WikiAnalytics: Ad-hoc querying of highly heterogeneous structured data
Abstract
Searching and extracting meaningful information out of highly heterogeneous datasets is a hot topic that received a lot of attention. However, the existing solutions are based on either rigid complex query languages (e.g., SQL, XQuery/XPath) which are hard to use without full schema knowledge, without an expert user, and which require up-front data integration. At the other extreme, existing solutions employ keyword search queries over relational databases [3], [1], [10], [9], [2], [11] as well as over semistructured data [6], [12], [17], [15] which are too imprecise to specify exactly the user's intent [16]. To address these limitations, we propose an alternative search paradigm in order to derive tables of precise and complete results from a very sparse set of heterogeneous records.

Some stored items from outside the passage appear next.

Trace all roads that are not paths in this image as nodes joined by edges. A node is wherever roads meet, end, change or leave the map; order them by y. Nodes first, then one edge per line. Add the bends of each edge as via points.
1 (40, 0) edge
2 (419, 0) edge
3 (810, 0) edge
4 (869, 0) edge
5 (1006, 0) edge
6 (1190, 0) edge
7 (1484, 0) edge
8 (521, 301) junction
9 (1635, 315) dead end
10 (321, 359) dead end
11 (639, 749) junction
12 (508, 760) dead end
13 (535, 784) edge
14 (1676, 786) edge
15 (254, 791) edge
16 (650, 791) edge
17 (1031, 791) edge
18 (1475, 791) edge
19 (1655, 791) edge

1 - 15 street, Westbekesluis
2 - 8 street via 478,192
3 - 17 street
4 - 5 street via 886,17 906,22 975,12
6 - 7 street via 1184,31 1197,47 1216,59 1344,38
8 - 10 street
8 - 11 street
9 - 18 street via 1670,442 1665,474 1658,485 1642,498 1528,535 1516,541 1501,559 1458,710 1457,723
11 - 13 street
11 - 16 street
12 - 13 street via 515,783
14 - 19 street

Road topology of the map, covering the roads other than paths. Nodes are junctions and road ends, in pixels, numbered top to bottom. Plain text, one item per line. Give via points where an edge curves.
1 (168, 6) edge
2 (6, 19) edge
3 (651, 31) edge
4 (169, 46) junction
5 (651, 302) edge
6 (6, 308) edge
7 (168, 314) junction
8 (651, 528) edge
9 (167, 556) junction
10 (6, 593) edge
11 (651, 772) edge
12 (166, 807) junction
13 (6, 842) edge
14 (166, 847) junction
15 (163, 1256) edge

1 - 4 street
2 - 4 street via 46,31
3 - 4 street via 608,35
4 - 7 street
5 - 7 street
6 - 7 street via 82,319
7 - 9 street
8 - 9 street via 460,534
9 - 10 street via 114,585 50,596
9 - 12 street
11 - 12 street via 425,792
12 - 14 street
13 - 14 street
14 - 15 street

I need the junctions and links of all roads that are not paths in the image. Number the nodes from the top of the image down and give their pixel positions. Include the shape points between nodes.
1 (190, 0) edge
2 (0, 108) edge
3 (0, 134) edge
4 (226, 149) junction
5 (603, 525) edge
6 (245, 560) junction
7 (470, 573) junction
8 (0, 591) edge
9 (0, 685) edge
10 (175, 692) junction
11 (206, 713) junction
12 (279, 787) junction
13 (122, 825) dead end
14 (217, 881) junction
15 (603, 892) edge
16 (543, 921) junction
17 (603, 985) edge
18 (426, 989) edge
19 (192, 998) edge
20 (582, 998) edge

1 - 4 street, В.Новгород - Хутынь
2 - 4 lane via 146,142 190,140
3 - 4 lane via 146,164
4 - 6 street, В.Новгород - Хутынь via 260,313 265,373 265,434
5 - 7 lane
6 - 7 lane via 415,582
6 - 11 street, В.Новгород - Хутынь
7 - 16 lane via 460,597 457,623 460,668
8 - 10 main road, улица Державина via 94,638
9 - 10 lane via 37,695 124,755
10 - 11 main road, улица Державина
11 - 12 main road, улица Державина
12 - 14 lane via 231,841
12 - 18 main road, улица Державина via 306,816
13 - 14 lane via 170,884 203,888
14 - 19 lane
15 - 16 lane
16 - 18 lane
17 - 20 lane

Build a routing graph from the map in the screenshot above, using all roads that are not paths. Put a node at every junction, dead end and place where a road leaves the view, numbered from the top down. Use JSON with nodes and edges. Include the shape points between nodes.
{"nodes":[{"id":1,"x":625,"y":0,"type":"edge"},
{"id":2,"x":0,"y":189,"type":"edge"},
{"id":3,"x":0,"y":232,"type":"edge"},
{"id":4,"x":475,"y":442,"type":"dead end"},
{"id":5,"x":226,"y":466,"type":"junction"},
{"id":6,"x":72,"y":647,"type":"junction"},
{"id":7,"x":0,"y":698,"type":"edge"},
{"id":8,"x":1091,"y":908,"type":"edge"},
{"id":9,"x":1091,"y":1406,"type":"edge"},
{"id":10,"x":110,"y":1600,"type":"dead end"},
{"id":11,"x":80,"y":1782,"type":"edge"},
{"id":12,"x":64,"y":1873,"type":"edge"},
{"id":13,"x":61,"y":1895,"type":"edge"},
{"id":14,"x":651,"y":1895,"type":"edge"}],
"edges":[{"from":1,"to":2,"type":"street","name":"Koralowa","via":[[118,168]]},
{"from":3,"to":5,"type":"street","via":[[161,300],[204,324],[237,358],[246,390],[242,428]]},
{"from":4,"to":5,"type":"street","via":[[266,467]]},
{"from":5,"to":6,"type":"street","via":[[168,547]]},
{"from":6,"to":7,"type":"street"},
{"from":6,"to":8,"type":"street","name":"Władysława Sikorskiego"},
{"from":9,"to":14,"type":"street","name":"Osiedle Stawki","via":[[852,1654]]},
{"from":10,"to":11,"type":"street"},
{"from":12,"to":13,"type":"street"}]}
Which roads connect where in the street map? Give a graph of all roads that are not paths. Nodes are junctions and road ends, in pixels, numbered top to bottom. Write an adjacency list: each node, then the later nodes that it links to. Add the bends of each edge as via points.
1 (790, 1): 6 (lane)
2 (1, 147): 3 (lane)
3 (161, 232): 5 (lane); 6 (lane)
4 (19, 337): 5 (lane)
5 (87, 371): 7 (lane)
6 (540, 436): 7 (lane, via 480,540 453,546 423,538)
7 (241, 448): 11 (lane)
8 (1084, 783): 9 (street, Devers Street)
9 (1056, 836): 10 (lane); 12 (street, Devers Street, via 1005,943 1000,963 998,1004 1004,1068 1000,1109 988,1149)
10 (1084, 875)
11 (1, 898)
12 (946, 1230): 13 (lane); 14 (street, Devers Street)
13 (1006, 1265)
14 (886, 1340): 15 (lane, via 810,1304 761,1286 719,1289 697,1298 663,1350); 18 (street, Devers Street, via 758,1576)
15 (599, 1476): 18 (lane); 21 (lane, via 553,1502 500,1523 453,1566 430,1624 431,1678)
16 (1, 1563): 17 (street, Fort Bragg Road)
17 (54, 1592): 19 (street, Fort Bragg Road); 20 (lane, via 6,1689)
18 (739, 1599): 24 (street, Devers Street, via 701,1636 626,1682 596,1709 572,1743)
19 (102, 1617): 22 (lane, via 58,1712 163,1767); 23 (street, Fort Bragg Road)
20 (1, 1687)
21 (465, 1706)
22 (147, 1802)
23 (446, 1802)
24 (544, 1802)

Our approach allows users to disambiguate search results by navigation along conceptual dimensions that describe the records. Therefore, we cluster documents based on fields and values that contain the query keywords. We build a universal navigational lattice (UNL) over all such discovered clusters. Conceptually, the UNL encodes all possible ways to group the documents in the data corpus based on where the keywords hit. We describe, WIKIANALYTICS, a system that facilitates data extraction from the Wikipedia infobox collection. WIKIANALYTICS provides a dynamic and intuitive interface that lets the average user explore the search results and construct homogeneous structured tables, which can be further queried and mashed up (e.g., filtered and aggregated) using the conventional tools. © 2010 IEEE.